What Is Conditional Probability? (Examples and Formulas)
By Indeed Editorial Team
Published 26 April 2022
The Indeed Editorial Team comprises a diverse and talented team of writers, researchers and subject matter experts equipped with Indeed's data and insights to deliver useful tips to help guide your career journey.
Many professionals use predictive models that can help them make more informed and intelligent decisions. Conditional probability forms the foundation of many prediction models and can assist companies in understanding their planning needs by helping them calculate the likelihood of different events. Understanding this term may help you prepare for analytical and strategic decision-making roles. In this article, we define this concept, provide formulas for calculating this probability and explain when to use this model.

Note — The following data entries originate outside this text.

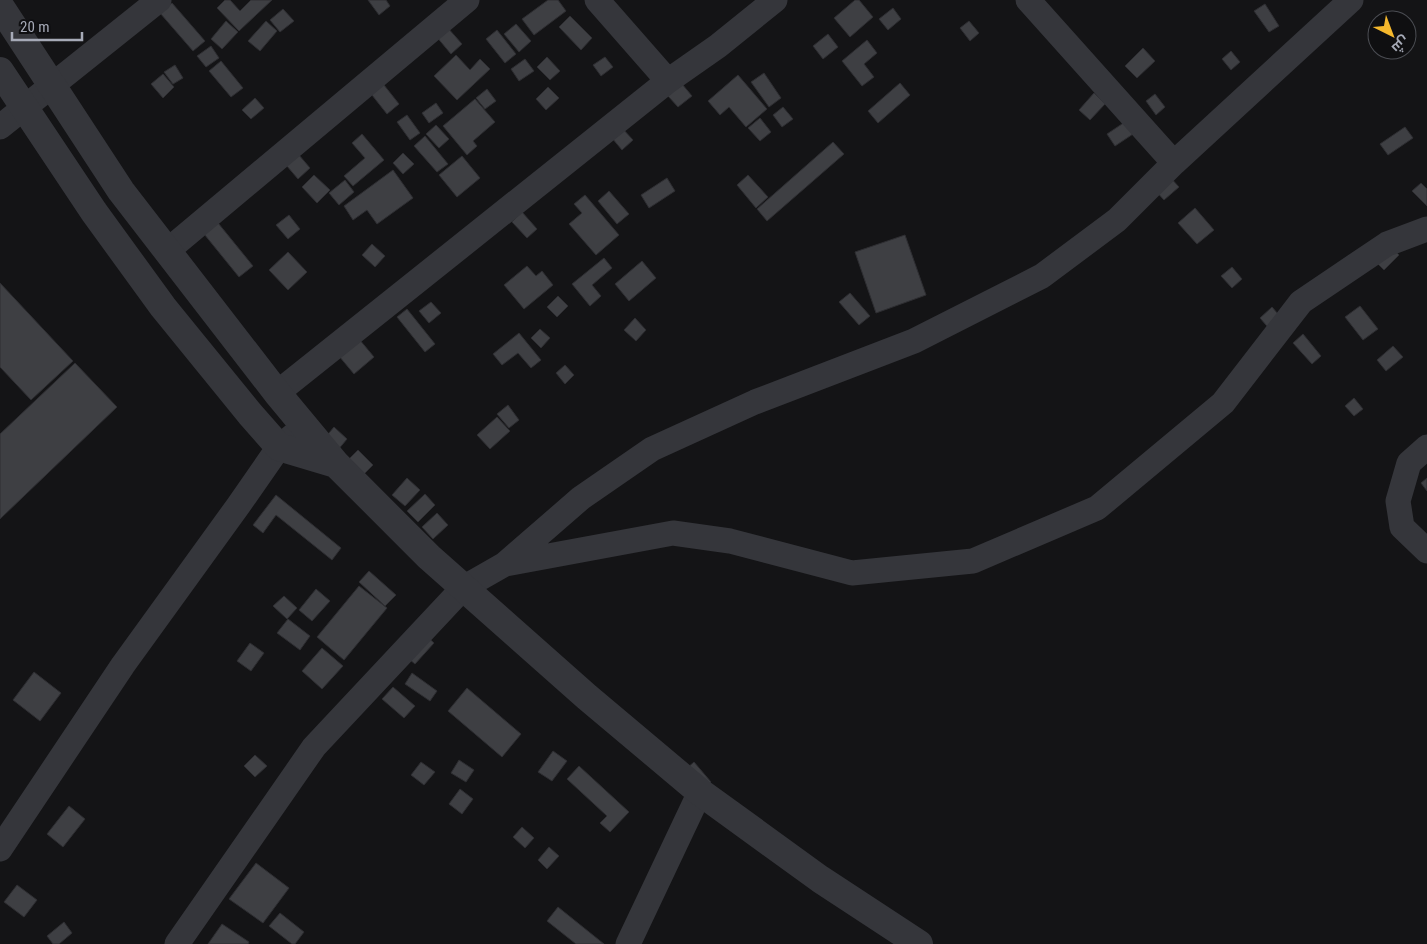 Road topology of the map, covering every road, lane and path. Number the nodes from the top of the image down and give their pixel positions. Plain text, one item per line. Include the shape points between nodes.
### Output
1 (160, 0) edge
2 (467, 0) edge
3 (596, 0) edge
4 (775, 0) edge
5 (1028, 0) edge
6 (1351, 0) edge
7 (0, 6) edge
8 (0, 71) edge
9 (668, 81) junction
10 (52, 87) junction
11 (24, 107) junction
12 (0, 127) edge
13 (1174, 164) junction
14 (1427, 229) edge
15 (167, 251) junction
16 (276, 393) junction
17 (305, 426) junction
18 (279, 447) junction
19 (1427, 447) edge
20 (336, 464) junction
21 (1427, 551) edge
22 (505, 564) junction
23 (463, 588) junction
24 (700, 792) junction
25 (0, 850) edge
26 (913, 942) edge
27 (177, 944) edge
28 (628, 944) edge

1 - 10 street
2 - 15 street
3 - 9 street
4 - 9 street
5 - 13 street
6 - 13 street
7 - 10 street
8 - 11 street
9 - 16 street
10 - 11 street
10 - 15 street via 121,191
11 - 12 street
11 - 18 street via 163,307
13 - 22 street via 1117,220 1042,276 914,341 755,402 652,449 581,498
14 - 22 street via 1387,244 1301,302 1223,403 1097,508 972,561 852,573 730,541 673,533
15 - 16 street
16 - 17 street
17 - 18 street
17 - 20 street
18 - 20 street
18 - 25 street via 123,665
19 - 21 street via 1409,463 1398,501 1402,528
20 - 23 street
22 - 23 street
23 - 24 street
23 - 27 street via 314,747
24 - 26 street
24 - 28 street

What is conditional probability?
Conditional probability defines the possibility that an event may happen based on other events. This method multiplies the probability of a preceding event with the probability of a succeeding or conditional event. The conditional event is an occurrence that has yet to happen and the event that you're trying to calculate the likelihood of occurring. This concept differs from unconditional probability because the latter type examines potential occurrences without examining other, similar, past events.
Events connected to a conditional event include any actions that might affect its outcome. For example, successfully getting into a prestigious university relies on a person's grades. The higher a person's grades are, the higher their chances of success are for getting admitted into a prestigious university. For example, someone that has an average grade of B- may have a 20% chance of getting into a prestigious university, while another person with an average grade of A+ has a 70% success chance.
Important probability terms and concepts
When calculating probabilities, there are various concepts, terms and formulas that can help improve accuracy. These include the:
Number of conditional factors: Multiple related factors may affect your probability outcome. For example, when drawing random tickets from a bag, the ticket number decreases with each draw and can affect the probability results by limiting selection options for subsequent draws.
Factor influence: Certain factors may have a larger impact than others on your probability. For example, grades may affect college acceptance more heavily than sports performance or volunteering.
Event type: Event type and occurrence may also heavily affect probability, such as if some events occur more frequently than others. Taking these event types into account helps make this process easier.
Other related events: Strong probability calculations consider all possible relationships and use multiple formulas when calculating these factors. As an event's complexity increases, the probability may become more accurate through multiple calculations that more precisely gauge an event's likelihood.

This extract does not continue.